Aim of the exercise ▸
Your answer must be the lines from the top of the listing below through the line that holds "492.5l1 .5l-6 14.5h-1zm9", retyped exactly, with no pictures.

Data provided ▸
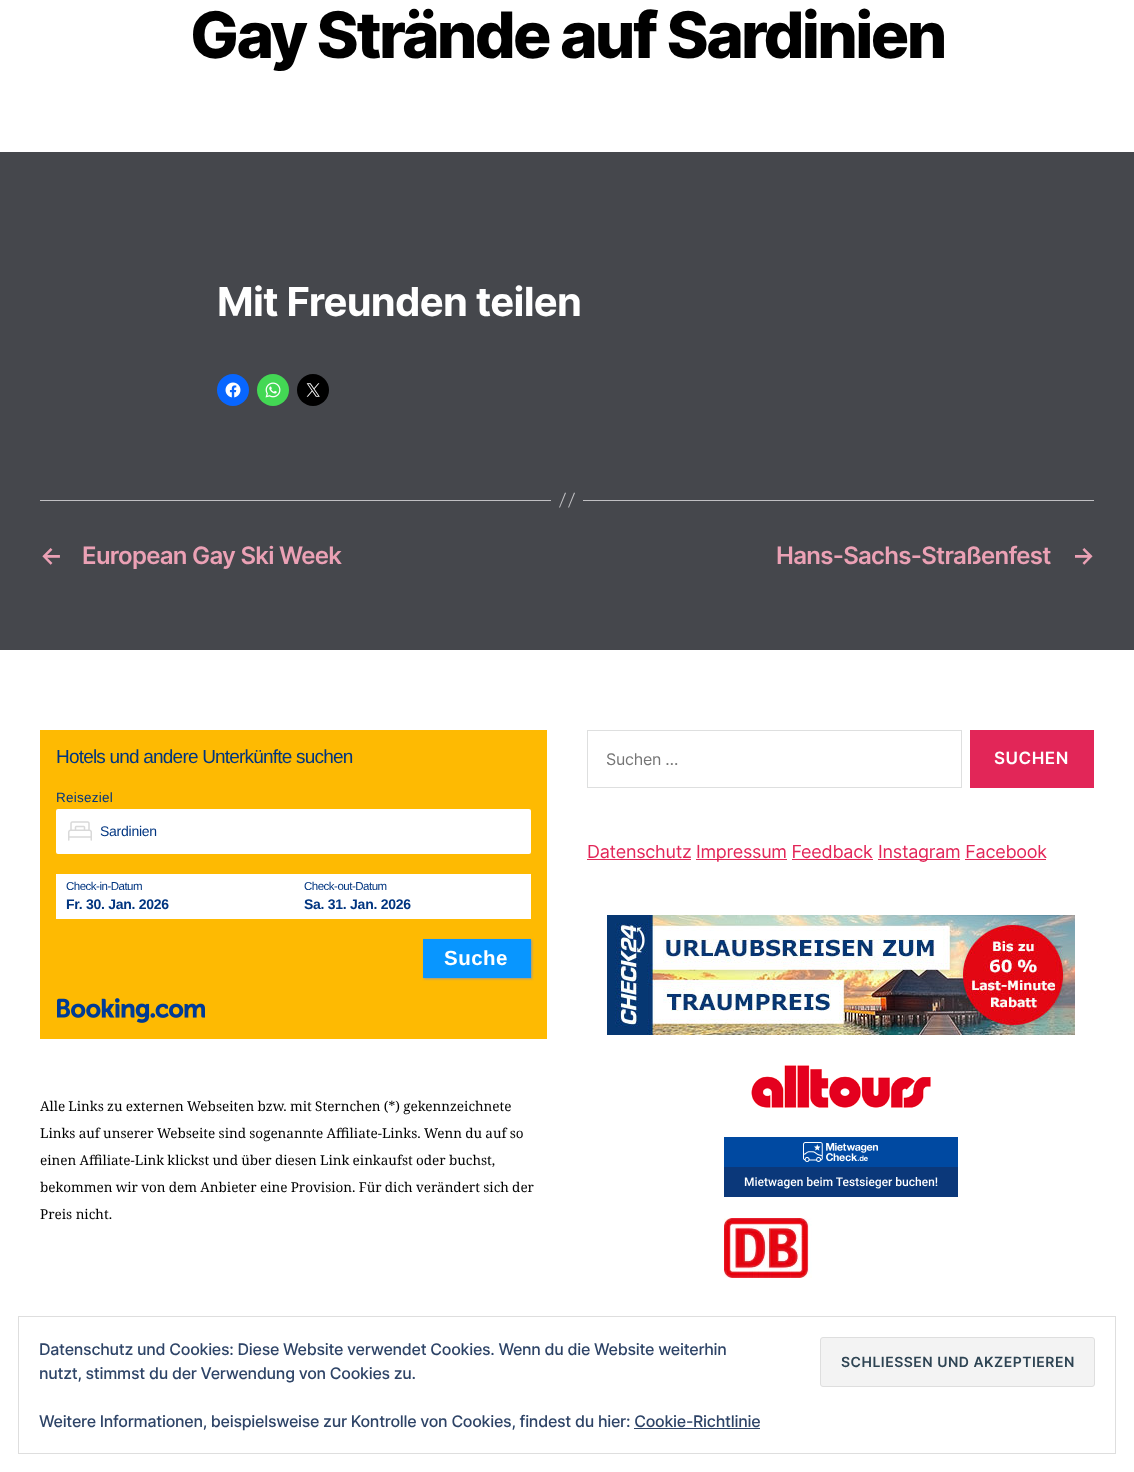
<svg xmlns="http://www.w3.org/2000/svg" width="1134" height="1472">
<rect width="100%" height="100%" fill="#45474c"/>
<rect width="1134" height="152" fill="#fff"/>
<text x="190" y="58" style="font-family:Inter;font-size:64px;font-weight:800;letter-spacing:-2.65px;fill:#000">Gay Strände auf Sardinien</text>
<text x="217" y="316" style="font-family:Inter;font-size:40px;font-weight:bold;letter-spacing:-0.7px;fill:#fff">Mit Freunden teilen</text>
<circle cx="233" cy="390" r="16" fill="#0866ff"/>
<image x="225" y="382" width="16" height="16" href="media/1.png"/>
<circle cx="273" cy="390" r="16" fill="#43d854"/>
<image x="265" y="382" width="16" height="16" href="media/2.png"/>
<circle cx="313" cy="390" r="16" fill="#000"/>
<image x="306" y="383" width="14" height="14" href="media/3.png"/>
<rect x="583" y="500" width="511" height="1" fill="#c0c0c3"/>
<rect x="40" y="500" width="511" height="1" fill="#c0c0c3"/>
<path d="M565 492.5l1 .5l-6 14.5h-1zm9 0l1 .5l-6 14.5h-1z" fill="#c0c0c3"/>
<text x="40" y="564" style="font-family:Inter;font-size:24px;font-weight:600;letter-spacing:-0.7px;fill:#eba1b5">←</text>
<text x="82" y="564" style="font-family:Inter;font-size:24px;font-weight:600;letter-spacing:-0.7px;fill:#eba1b5">European Gay Ski Week</text>
<text x="776" y="564" style="font-family:Inter;font-size:24px;font-weight:600;letter-spacing:-0.7px;fill:#eba1b5">Hans-Sachs-Straßenfest</text>
<text x="1072" y="564" style="font-family:Inter;font-size:24px;font-weight:600;letter-spacing:-0.7px;fill:#eba1b5">→</text>
<rect y="650" width="1134" height="822" fill="#fff"/>
<rect x="40" y="730" width="507" height="309" fill="#feba02"/>
<text x="56" y="763" style="font-family:Liberation Sans;font-size:19px;letter-spacing:-0.8px;fill:#003580">Hotels und andere Unterkünfte suchen</text>
<text x="56" y="802" style="font-family:Liberation Sans;font-size:13.5px;letter-spacing:0.25px;fill:#003580">Reiseziel</text>
<rect x="56" y="809" width="475" height="45" rx="2" fill="#fff"/>
<image x="68" y="821" width="24" height="20" href="media/4.png"/>
<text x="100" y="836" style="font-family:Liberation Sans;font-size:14px;letter-spacing:-0.25px;fill:#003580">Sardinien</text>
<rect x="56" y="874" width="475" height="45" fill="#fff"/>
<text x="66" y="890" style="font-family:Liberation Sans;font-size:11.5px;letter-spacing:-0.5px;fill:#003580">Check-in-Datum</text>
<text x="66" y="909" style="font-family:Liberation Sans;font-size:14px;font-weight:bold;letter-spacing:-0.27px;fill:#003580">Fr. 30. Jan. 2026</text>
<text x="304" y="890" style="font-family:Liberation Sans;font-size:11.5px;letter-spacing:-0.5px;fill:#003580">Check-out-Datum</text>
<text x="304" y="909" style="font-family:Liberation Sans;font-size:14px;font-weight:bold;letter-spacing:-0.27px;fill:#003580">Sa. 31. Jan. 2026</text>
<rect x="424" y="940" width="108" height="39" fill="#999" filter="blur(1px)"/>
<rect x="423" y="939" width="108" height="39" fill="#0896ff"/>
<text x="444" y="965" style="font-family:Liberation Sans;font-size:20.5px;font-weight:bold;letter-spacing:0.5px;fill:#fff">Suche</text>
<image x="57" y="998" width="148" height="25" href="media/5.png"/>
<text x="40" y="1111" word-spacing="-0.25" style="font-family:Noto Serif;font-size:13.5px;fill:#000">Alle Links zu externen Webseiten bzw. mit Sternchen (*) gekennzeichnete</text>
<text x="40" y="1138" word-spacing="-0.25" style="font-family:Noto Serif;font-size:13.5px;fill:#000">Links auf unserer Webseite sind sogenannte Affiliate-Links. Wenn du auf so</text>
<text x="40" y="1165" word-spacing="-0.25" style="font-family:Noto Serif;font-size:13.5px;fill:#000">einen Affiliate-Link klickst und über diesen Link einkaufst oder buchst,</text>
<text x="40" y="1192" word-spacing="-0.25" style="font-family:Noto Serif;font-size:13.5px;fill:#000">bekommen wir von dem Anbieter eine Provision. Für dich verändert sich der</text>
<text x="40" y="1219" style="font-family:Noto Serif;font-size:13.5px;fill:#000">Preis nicht.</text>
<rect x="587.5" y="730.5" width="374" height="57" fill="none" stroke="#dedfdf"/>
<text x="606" y="765" style="font-family:Inter;font-size:16px;letter-spacing:-0.25px;fill:#757575">Suchen …</text>
<rect x="970" y="730" width="124" height="58" fill="#e22658"/>
<text x="994" y="764" style="font-family:Inter;font-size:17px;font-weight:600;letter-spacing:0.5px;fill:#fff">SUCHEN</text>
<text x="587" y="858" style="font-family:Inter;font-size:18px;letter-spacing:-0.27px;fill:#e22658">Datenschutz</text>
<rect x="587" y="859" width="104" height="1" fill="#e22658"/>
<rect x="696" y="859" width="91" height="1" fill="#e22658"/>
<text x="696" y="858" style="font-family:Inter;font-size:18px;letter-spacing:-0.27px;fill:#e22658">Impressum Feedback</text>
<rect x="878" y="859" width="82" height="1" fill="#e22658"/>
<text x="878" y="858" style="font-family:Inter;font-size:18px;letter-spacing:-0.27px;fill:#e22658">Instagram Facebook</text>
<rect x="792" y="859" width="81" height="1" fill="#e22658"/>
<rect x="965" y="859" width="81" height="1" fill="#e22658"/>
<image x="607" y="915" width="468" height="120" href="media/6.png"/>
<image x="751" y="1065" width="180" height="43" href="media/7.png"/>
<image x="724" y="1137" width="234" height="60" href="media/8.png"/>
<image x="724" y="1218" width="88" height="60" href="media/9.png"/>
<rect x="18.5" y="1316.5" width="1097" height="137" fill="none" stroke="#dedede"/>
<text x="39" y="1355" style="font-family:Inter;font-size:16px;font-weight:500;letter-spacing:-0.27px;fill:#2e4467">Datenschutz und Cookies: Diese Website verwendet Cookies. Wenn du die Website weiterhin</text>
<rect x="820.5" y="1337.5" width="274" height="49" rx="2.5" fill="#f3f3f3" stroke="#dedede"/>
<text x="841" y="1367" style="font-family:Inter;font-size:14px;font-weight:600;letter-spacing:0.5px;fill:#2e4453">SCHLIESSEN UND AKZEPTIEREN</text>
<text x="39" y="1379" style="font-family:Inter;font-size:16px;font-weight:500;letter-spacing:-0.27px;fill:#2e4467">nutzt, stimmst du der Verwendung von Cookies zu.</text>
<text x="39" y="1427" style="font-family:Inter;font-size:16px;font-weight:500;letter-spacing:-0.27px;fill:#2e4467">Weitere Informationen, beispielsweise zur Kontrolle von Cookies, findest du hier: Cookie-Richtlinie</text>
<rect x="634" y="1428" width="126" height="1" fill="#2e4467"/>
</svg>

Reply to the task ▸
<svg xmlns="http://www.w3.org/2000/svg" width="1134" height="1472">
<rect width="100%" height="100%" fill="#45474c"/>
<rect width="1134" height="152" fill="#fff"/>
<text x="190" y="58" style="font-family:Inter;font-size:64px;font-weight:800;letter-spacing:-2.65px;fill:#000">Gay Strände auf Sardinien</text>
<text x="217" y="316" style="font-family:Inter;font-size:40px;font-weight:bold;letter-spacing:-0.7px;fill:#fff">Mit Freunden teilen</text>
<circle cx="233" cy="390" r="16" fill="#0866ff"/>
<image x="225" y="382" width="16" height="16" href="media/1.png"/>
<circle cx="273" cy="390" r="16" fill="#43d854"/>
<image x="265" y="382" width="16" height="16" href="media/2.png"/>
<circle cx="313" cy="390" r="16" fill="#000"/>
<image x="306" y="383" width="14" height="14" href="media/3.png"/>
<rect x="583" y="500" width="511" height="1" fill="#c0c0c3"/>
<rect x="40" y="500" width="511" height="1" fill="#c0c0c3"/>
<path d="M565 492.5l1 .5l-6 14.5h-1zm9 0l1 .5l-6 14.5h-1z" fill="#c0c0c3"/>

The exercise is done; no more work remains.